Material for this task Start Marker
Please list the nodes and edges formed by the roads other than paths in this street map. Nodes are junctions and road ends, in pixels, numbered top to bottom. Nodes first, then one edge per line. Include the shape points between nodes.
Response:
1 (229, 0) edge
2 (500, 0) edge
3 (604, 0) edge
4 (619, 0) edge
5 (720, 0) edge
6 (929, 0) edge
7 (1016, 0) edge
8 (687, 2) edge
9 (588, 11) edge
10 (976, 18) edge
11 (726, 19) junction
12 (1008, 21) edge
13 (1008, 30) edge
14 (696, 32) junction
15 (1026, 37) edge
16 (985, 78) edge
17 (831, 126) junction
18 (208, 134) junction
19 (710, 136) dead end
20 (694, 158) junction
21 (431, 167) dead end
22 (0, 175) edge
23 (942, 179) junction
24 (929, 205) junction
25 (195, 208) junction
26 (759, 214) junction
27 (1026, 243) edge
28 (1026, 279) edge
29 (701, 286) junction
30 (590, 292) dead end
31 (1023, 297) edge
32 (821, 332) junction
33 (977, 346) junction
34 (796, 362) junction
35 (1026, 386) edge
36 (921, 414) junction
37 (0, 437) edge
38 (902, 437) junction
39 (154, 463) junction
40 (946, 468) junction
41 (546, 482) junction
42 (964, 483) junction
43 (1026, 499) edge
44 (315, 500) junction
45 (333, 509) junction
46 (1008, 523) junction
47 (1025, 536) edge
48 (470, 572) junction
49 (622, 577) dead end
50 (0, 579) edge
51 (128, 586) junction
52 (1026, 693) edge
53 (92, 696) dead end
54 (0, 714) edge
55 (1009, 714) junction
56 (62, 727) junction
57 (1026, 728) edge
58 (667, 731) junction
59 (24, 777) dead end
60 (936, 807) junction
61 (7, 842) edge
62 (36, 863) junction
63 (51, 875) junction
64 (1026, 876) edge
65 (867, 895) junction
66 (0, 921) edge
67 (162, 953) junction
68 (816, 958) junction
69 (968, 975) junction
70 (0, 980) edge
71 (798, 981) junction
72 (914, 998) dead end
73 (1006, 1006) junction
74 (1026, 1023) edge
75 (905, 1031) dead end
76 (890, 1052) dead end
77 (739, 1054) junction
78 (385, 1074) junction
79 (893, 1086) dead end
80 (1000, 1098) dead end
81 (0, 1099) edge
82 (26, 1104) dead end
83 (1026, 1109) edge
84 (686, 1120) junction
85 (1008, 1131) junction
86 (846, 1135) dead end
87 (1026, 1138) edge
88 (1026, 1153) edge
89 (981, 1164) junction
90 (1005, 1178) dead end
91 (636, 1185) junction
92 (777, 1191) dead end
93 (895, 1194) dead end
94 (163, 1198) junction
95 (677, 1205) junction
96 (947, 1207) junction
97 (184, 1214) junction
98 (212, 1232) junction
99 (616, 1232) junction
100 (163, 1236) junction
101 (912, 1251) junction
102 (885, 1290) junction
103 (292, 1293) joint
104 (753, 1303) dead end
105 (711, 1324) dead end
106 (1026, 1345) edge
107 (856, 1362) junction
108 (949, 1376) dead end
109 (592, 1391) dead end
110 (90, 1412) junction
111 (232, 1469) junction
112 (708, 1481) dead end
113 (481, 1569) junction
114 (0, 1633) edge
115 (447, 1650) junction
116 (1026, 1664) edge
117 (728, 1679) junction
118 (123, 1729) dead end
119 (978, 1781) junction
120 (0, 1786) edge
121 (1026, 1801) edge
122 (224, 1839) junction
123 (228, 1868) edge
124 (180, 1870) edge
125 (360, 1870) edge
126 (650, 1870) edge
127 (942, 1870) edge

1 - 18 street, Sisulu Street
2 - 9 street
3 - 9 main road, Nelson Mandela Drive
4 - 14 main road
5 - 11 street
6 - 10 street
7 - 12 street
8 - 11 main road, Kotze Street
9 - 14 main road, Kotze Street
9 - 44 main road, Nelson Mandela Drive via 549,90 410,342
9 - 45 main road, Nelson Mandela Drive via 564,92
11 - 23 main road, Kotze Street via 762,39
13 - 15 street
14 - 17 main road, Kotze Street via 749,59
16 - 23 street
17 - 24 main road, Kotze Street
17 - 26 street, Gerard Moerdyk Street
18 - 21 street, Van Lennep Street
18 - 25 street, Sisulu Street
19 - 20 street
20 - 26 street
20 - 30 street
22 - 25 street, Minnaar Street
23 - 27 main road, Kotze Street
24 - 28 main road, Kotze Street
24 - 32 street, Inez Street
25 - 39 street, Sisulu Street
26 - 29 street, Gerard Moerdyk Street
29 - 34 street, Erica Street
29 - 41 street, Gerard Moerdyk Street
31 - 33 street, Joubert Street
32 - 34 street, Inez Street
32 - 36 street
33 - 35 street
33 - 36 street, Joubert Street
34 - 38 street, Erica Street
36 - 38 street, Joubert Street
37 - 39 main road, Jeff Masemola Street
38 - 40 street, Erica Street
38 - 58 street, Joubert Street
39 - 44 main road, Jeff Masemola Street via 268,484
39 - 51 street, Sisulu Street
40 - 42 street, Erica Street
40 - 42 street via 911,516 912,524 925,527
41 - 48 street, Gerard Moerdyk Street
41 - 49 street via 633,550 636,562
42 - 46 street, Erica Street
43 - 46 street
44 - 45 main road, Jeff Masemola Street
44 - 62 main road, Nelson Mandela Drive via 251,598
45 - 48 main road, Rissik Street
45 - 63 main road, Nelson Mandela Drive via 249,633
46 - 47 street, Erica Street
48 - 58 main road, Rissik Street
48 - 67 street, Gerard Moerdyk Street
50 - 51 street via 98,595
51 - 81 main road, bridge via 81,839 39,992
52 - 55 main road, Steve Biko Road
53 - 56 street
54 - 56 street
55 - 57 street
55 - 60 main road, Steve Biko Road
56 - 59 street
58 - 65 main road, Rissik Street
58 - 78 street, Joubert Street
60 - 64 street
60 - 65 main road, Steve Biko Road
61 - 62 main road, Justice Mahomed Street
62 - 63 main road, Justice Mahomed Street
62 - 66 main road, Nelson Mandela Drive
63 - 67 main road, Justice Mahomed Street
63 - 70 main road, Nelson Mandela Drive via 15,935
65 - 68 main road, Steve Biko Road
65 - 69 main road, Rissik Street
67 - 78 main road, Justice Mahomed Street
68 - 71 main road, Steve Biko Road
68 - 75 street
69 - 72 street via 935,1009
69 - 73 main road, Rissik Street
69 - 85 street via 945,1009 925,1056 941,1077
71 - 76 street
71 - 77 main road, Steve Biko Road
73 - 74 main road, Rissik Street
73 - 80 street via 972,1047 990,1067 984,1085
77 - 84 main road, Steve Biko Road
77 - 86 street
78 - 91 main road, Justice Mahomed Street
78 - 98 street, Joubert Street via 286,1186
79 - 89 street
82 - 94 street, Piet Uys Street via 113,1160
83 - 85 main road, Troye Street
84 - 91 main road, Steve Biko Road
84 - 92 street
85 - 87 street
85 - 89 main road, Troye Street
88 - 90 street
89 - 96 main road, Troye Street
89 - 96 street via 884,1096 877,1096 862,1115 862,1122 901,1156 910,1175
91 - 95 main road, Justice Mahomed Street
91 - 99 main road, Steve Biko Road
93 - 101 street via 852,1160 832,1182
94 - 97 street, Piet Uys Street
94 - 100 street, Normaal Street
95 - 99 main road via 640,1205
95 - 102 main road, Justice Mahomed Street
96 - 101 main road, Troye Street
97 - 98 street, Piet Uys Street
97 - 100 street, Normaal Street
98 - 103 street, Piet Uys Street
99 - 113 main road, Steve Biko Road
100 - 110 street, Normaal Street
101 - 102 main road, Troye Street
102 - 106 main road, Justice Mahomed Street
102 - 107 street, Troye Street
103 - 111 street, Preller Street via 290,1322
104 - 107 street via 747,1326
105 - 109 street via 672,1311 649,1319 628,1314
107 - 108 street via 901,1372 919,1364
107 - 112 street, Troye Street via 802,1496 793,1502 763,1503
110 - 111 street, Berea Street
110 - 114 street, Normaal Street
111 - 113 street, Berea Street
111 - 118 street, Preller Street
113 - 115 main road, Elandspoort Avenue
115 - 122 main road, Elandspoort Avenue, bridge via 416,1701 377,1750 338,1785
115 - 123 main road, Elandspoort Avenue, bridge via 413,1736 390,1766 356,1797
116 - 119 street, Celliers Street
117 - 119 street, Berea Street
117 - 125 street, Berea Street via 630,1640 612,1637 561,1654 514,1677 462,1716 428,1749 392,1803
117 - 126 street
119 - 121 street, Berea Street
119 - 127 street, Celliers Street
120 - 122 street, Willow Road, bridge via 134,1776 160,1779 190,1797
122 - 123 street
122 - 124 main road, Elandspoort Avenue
Material for this task End Marker
### Try it
Copy out the lines of the records above in which the string "Justice" appears.

### Solution below
61 - 62 main road, Justice Mahomed Street
62 - 63 main road, Justice Mahomed Street
63 - 67 main road, Justice Mahomed Street
67 - 78 main road, Justice Mahomed Street
78 - 91 main road, Justice Mahomed Street
91 - 95 main road, Justice Mahomed Street
95 - 102 main road, Justice Mahomed Street
102 - 106 main road, Justice Mahomed Street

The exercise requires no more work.